39. Furthermore, although constitutional Petitions do have a specific timeline within which they should be filed, the Court of Appeal had this to say about the issue of inordinate delay in filing such Petitions in the case of Wellington Nzioka Kioko vs. Attorney General [2018] eKLR;

“On the issue of delay, the learned Judge found that the petitioner was filing his claim 33 years after the cause of action relied on, she considered several persuasive decisions of the High Court for instance Wamahiu Kihoro Wambugu vs Attorney General, Petition No. 468 of 2014; Mugo Theuri vs. Attorney General, Ochieng’ Kenneth Kogutu vs. Kenyatta University and 2 others, High Court Petition No. 306 of 2012, and several others. The common thread running through those decisions is that whereas there is no time limitation in respect of constitutional petitions, the delay must not be inordinate and there must be plausible explanation for the delay. The learned Judge found that no justification for the delay of over 3 decades had been given in this matter. Can the Judge be faulted for that? We need to look at the logic behind limitation of actions generally in order to place this issue in proper perspective. When a person suffers a wrong at the hands of another and feels the need to redress the wrong, it is reasonable to expect that redress will be sought before the claim gets stale. This enables a person to preserve and adduce the evidence that is necessary to support the claim. It also accords the purported wrong doer an opportunity to address the grievance and if possible remedy it. That way both parties are spared the agony of losing important evidence, or even witnesses. Memory is sometimes transient and it is important that a person adduces evidence when the memory of the incident complained of is still intact. There is also this idea of people moving on in life. If somebody wrongs you, you need to seek redress when the offending act still has an impact on your life, and when the evidence necessary to prove the wrong is still available. There is also the converse situation where the alleged wrongdoer should know that there is a claim against him which he needs to remedy. If a wrong is committed and then the person wronged waits for time on end before even notifying the other party, then a travesty of justice occurs because the claim might be made at a time when the offending party has forgotten about the incident and is no longer in a position to defend himself. There is of course a rebuttable presumption that if you don’t seek redress within a reasonable time, there is a possibility that you have not suffered any loss from the act complained of. That would explain the maxim that equity does not aid the indolent.”

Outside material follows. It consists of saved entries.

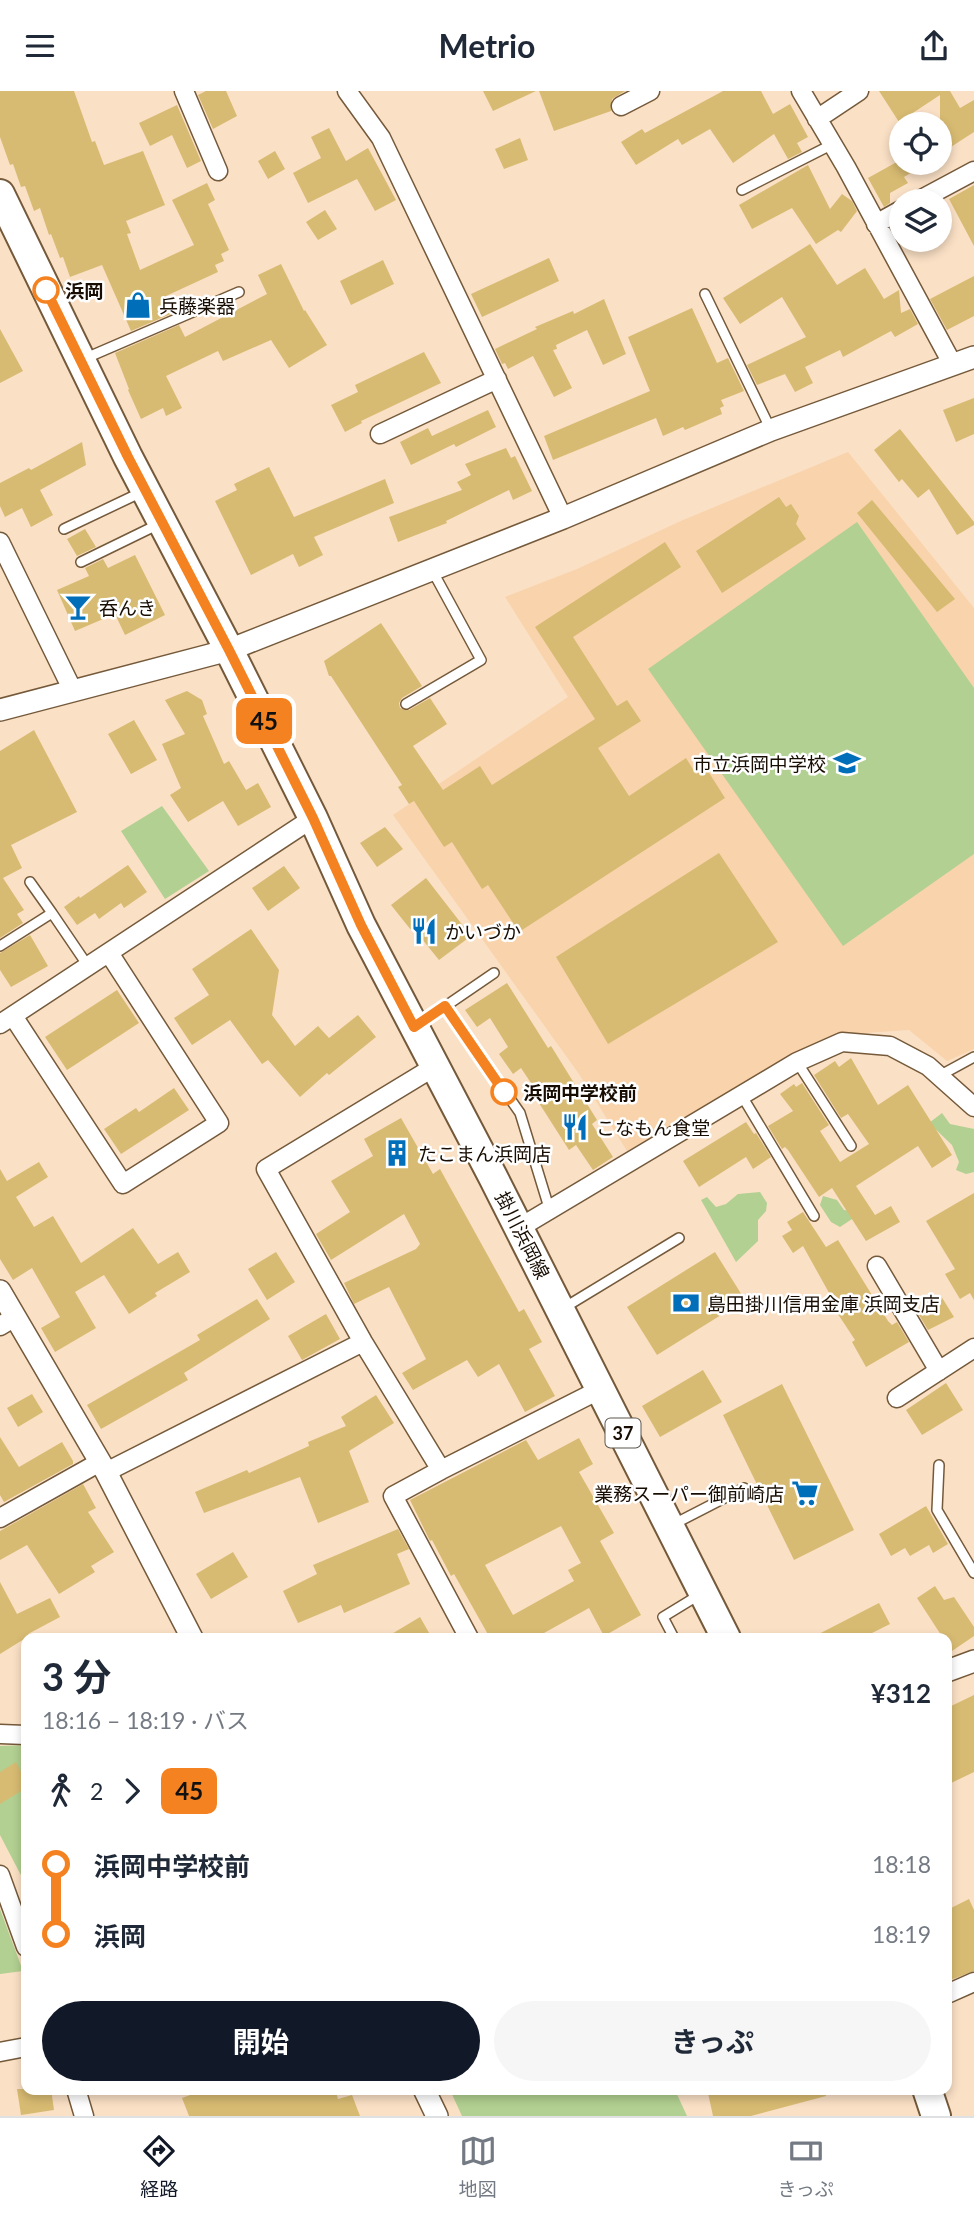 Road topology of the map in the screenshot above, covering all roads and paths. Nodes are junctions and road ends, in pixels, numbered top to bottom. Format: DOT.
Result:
graph roads {
  1 [pos="184,91"];
  2 [pos="347,91"];
  3 [pos="650,91"];
  4 [pos="801,91"];
  5 [pos="859,91"];
  6 [pos="621,106"];
  7 [pos="817,119"];
  8 [pos="831,145"];
  9 [pos="218,171"];
  10 [pos="974,171"];
  11 [pos="940,189"];
  12 [pos="742,190"];
  13 [pos="4,213"];
  14 [pos="889,217"];
  15 [pos="876,224"];
  16 [pos="239,292"];
  17 [pos="705,294"];
  18 [pos="974,357"];
  19 [pos="81,360"];
  20 [pos="953,365"];
  21 [pos="496,379"];
  22 [pos="771,430"];
  23 [pos="380,434"];
  24 [pos="145,490"];
  25 [pos="563,518"];
  26 [pos="162,523"];
  27 [pos="64,529"];
  28 [pos="0,542"];
  29 [pos="81,562"];
  30 [pos="432,570"];
  31 [pos="229,650"];
  32 [pos="73,691"];
  33 [pos="406,704"];
  34 [pos="0,710"];
  35 [pos="313,818"];
  36 [pos="30,882"];
  37 [pos="52,913"];
  38 [pos="0,946"];
  39 [pos="109,953"];
  40 [pos="89,966"];
  41 [pos="494,972"];
  42 [pos="445,1006"];
  43 [pos="7,1020"];
  44 [pos="414,1027"];
  45 [pos="974,1057"];
  46 [pos="797,1062"];
  47 [pos="435,1067"];
  48 [pos="939,1076"];
  49 [pos="742,1097"];
  50 [pos="974,1107"];
  51 [pos="852,1146"];
  52 [pos="550,1211"];
  53 [pos="814,1216"];
  54 [pos="519,1228"];
  55 [pos="679,1238"];
  56 [pos="877,1266"];
  57 [pos="0,1291"];
  58 [pos="561,1310"];
  59 [pos="7,1322"];
  60 [pos="363,1342"];
  61 [pos="974,1348"];
  62 [pos="939,1371"];
  63 [pos="601,1389"];
  64 [pos="897,1398"];
  65 [pos="939,1465"];
  66 [pos="103,1467"];
  67 [pos="441,1470"];
  68 [pos="744,1488"];
  69 [pos="0,1518"];
  70 [pos="670,1525"];
  71 [pos="974,1573"];
  72 [pos="704,1592"];
  73 [pos="189,1633"];
  74 [pos="466,1633"];
  75 [pos="671,1633"];
  76 [pos="724,1633"];
  77 [pos="974,1661"];
  78 [pos="952,1669"];
  79 [pos="0,1734"];
  80 [pos="21,1735"];
  81 [pos="0,1875"];
  82 [pos="21,1933"];
  83 [pos="974,1982"];
  84 [pos="952,1992"];
  85 [pos="21,2048"];
  86 [pos="0,2052"];
  87 [pos="78,2095"];
  88 [pos="427,2095"];
  89 [pos="929,2095"];
  90 [pos="84,2116"];
  91 [pos="437,2116"];
  92 [pos="936,2116"];
  1 -- 9 [label="street"];
  2 -- 21 [label="street"];
  3 -- 6 [label="street"];
  4 -- 7 [label="street"];
  5 -- 7 [label="street"];
  7 -- 8 [label="street"];
  8 -- 12 [label="lane"];
  8 -- 15 [label="street"];
  10 -- 11 [label="street"];
  13 -- 19 [label="main road, 掛川浜岡線 / 37"];
  14 -- 15 [label="street"];
  15 -- 20 [label="street"];
  16 -- 19 [label="lane"];
  17 -- 22 [label="lane"];
  18 -- 20 [label="street"];
  19 -- 24 [label="main road, 掛川浜岡線 / 37"];
  20 -- 22 [label="street"];
  21 -- 23 [label="street"];
  21 -- 25 [label="street"];
  22 -- 25 [label="street"];
  24 -- 26 [label="main road, 掛川浜岡線 / 37"];
  24 -- 27 [label="lane"];
  25 -- 30 [label="street"];
  26 -- 29 [label="lane"];
  26 -- 31 [label="main road, 掛川浜岡線 / 37"];
  28 -- 32 [label="street"];
  30 -- 31 [label="street"];
  30 -- 33 [label="lane"];
  31 -- 32 [label="street"];
  31 -- 35 [label="main road, 掛川浜岡線 / 37"];
  32 -- 34 [label="street"];
  35 -- 39 [label="street"];
  35 -- 44 [label="main road, 掛川浜岡線 / 37"];
  36 -- 37 [label="lane"];
  37 -- 38 [label="lane"];
  37 -- 40 [label="lane"];
  39 -- 40 [label="street"];
  39 -- 43 [label="street"];
  40 -- 43 [label="street"];
  41 -- 42 [label="lane"];
  42 -- 44 [label="lane"];
  42 -- 52 [label="lane"];
  44 -- 47 [label="main road, 掛川浜岡線 / 37"];
  45 -- 48 [label="lane"];
  46 -- 48 [label="street"];
  46 -- 49 [label="street"];
  46 -- 51 [label="lane"];
  47 -- 54 [label="main road, 掛川浜岡線 / 37"];
  47 -- 60 [label="street"];
  48 -- 50 [label="street"];
  49 -- 52 [label="street"];
  49 -- 53 [label="lane"];
  52 -- 54 [label="street"];
  54 -- 58 [label="main road, 掛川浜岡線 / 37"];
  55 -- 58 [label="lane"];
  56 -- 62 [label="street"];
  57 -- 59 [label="street"];
  58 -- 63 [label="main road, 掛川浜岡線 / 37"];
  59 -- 66 [label="street"];
  60 -- 66 [label="street"];
  60 -- 67 [label="street"];
  61 -- 62 [label="street"];
  62 -- 64 [label="street"];
  63 -- 67 [label="street"];
  63 -- 70 [label="main road, 掛川浜岡線 / 37"];
  65 -- 71 [label="lane"];
  66 -- 69 [label="street"];
  66 -- 73 [label="street"];
  67 -- 74 [label="street"];
  68 -- 70 [label="lane"];
  70 -- 72 [label="main road, 掛川浜岡線 / 37"];
  72 -- 75 [label="lane"];
  72 -- 76 [label="main road, 掛川浜岡線 / 37"];
  77 -- 78 [label="street"];
  79 -- 80 [label="street"];
  81 -- 82 [label="street"];
  83 -- 84 [label="street"];
  85 -- 86 [label="street"];
  87 -- 90 [label="street"];
  88 -- 91 [label="street"];
  89 -- 92 [label="main road"];
}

40. It is common knowledge that the Ndung’u Commission Report has been in the public domain since the year 2004. It is also common knowledge that some of the recommendations in the Ndung’u Commission Report have been acted upon by several state and non-state organs. The Petitioner has not informed this court why, despite the Report having been released to the public in the year 2004, which is more than 15 years ago, the same was never challenged within a reasonable time.

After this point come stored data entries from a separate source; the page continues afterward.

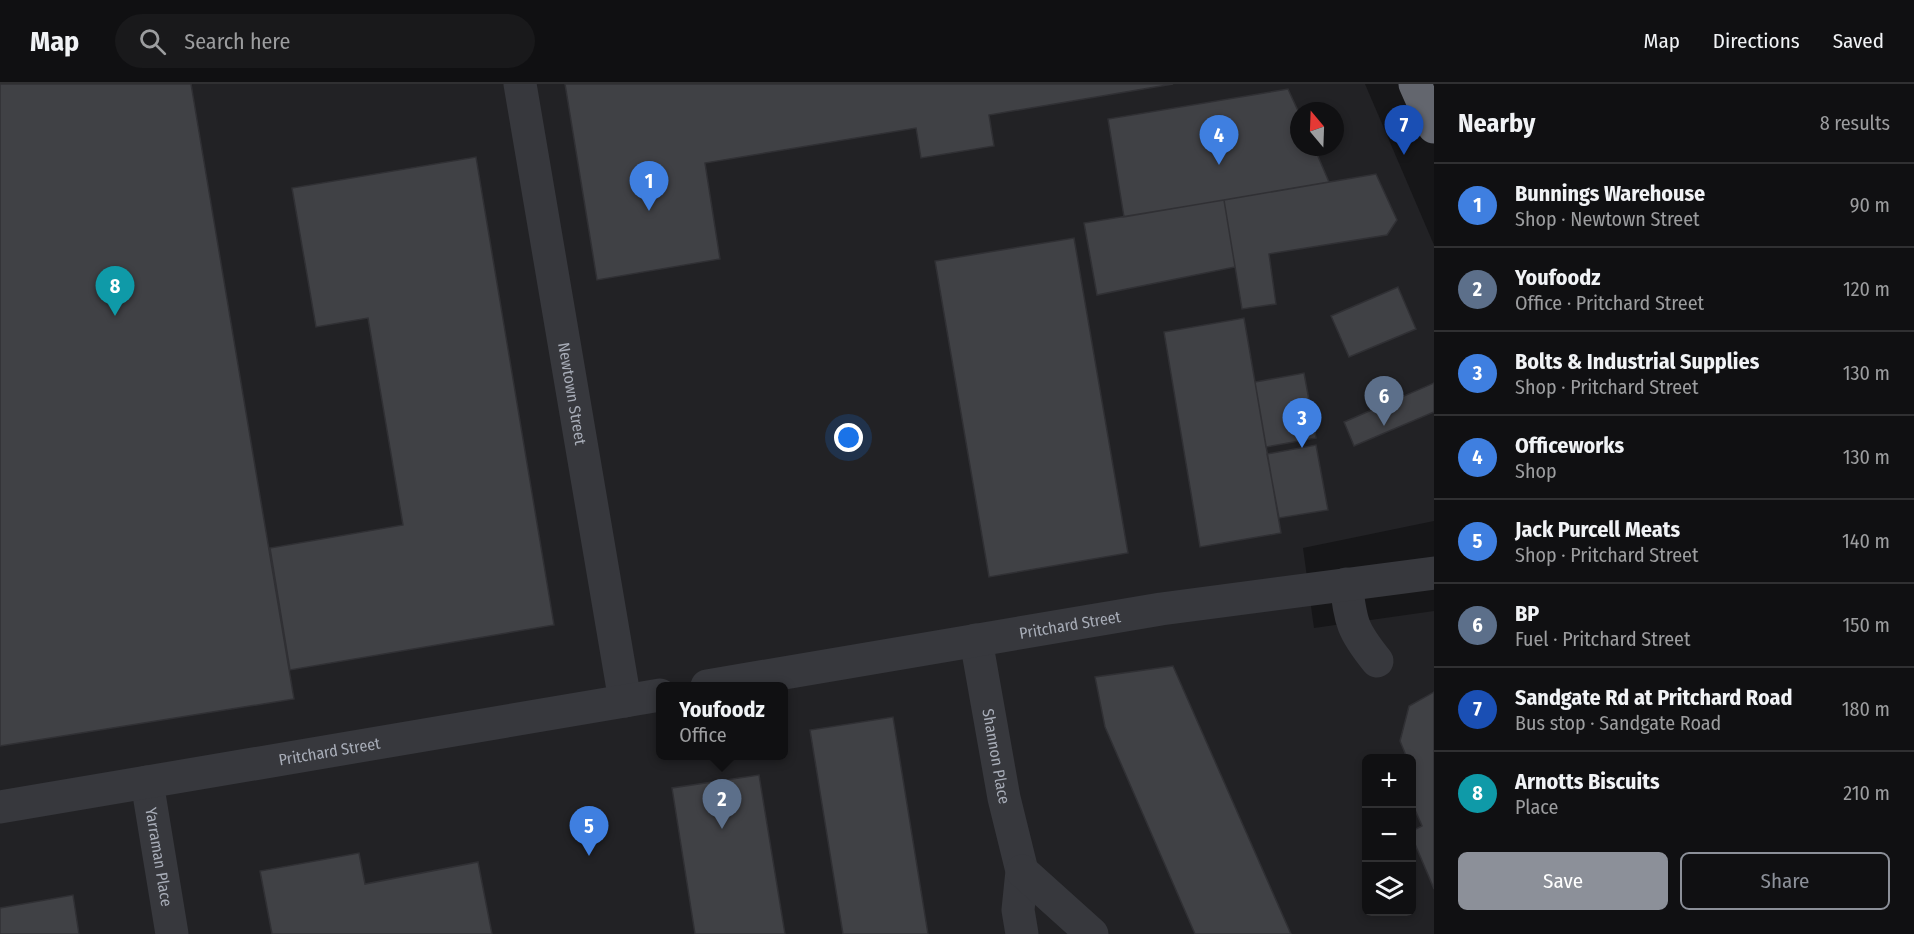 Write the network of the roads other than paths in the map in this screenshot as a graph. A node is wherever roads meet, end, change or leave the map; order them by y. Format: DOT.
graph roads {
  1 [pos="520,84"];
  2 [pos="1415,84"];
  3 [pos="1434,127"];
  4 [pos="1434,573"];
  5 [pos="1346,584"];
  6 [pos="976,640"];
  7 [pos="1377,662"];
  8 [pos="736,682"];
  9 [pos="656,695"];
  10 [pos="625,701"];
  11 [pos="147,782"];
  12 [pos="0,807"];
  13 [pos="1022,871"];
  14 [pos="172,934"];
  15 [pos="1022,934"];
  16 [pos="1092,934"];
  1 -- 10 [label="street, Newtown Street"];
  2 -- 3 [label="highway"];
  4 -- 5 [label="street, Pritchard Street"];
  5 -- 6 [label="street, Pritchard Street"];
  5 -- 7 [label="street"];
  6 -- 8 [label="street, Pritchard Street"];
  6 -- 13 [label="street, Shannon Place"];
  9 -- 10 [label="street, Pritchard Street"];
  10 -- 11 [label="street, Pritchard Street"];
  11 -- 12 [label="street, Pritchard Street"];
  11 -- 14 [label="street, Yarraman Place"];
  13 -- 15 [label="street, Shannon Place"];
  13 -- 16 [label="street"];
}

41. Considering that the Petitioner has not given an explanation as to why it took 15 years to challenge the recommendations made in the Ndung’u Commission Report in respect to the suit properties, it is my finding that the delay in filing the Petition is inordinate.

42. For the reasons I have given, it is my finding that the Petition dated 3rd July, 2019 is not meritorious. The Petition is dismissed with no order as to costs.

DATED, SIGNED AND DELIVERED VIRTUALLY IN MACHAKOS THIS 7TH DAY OF MAY, 2021.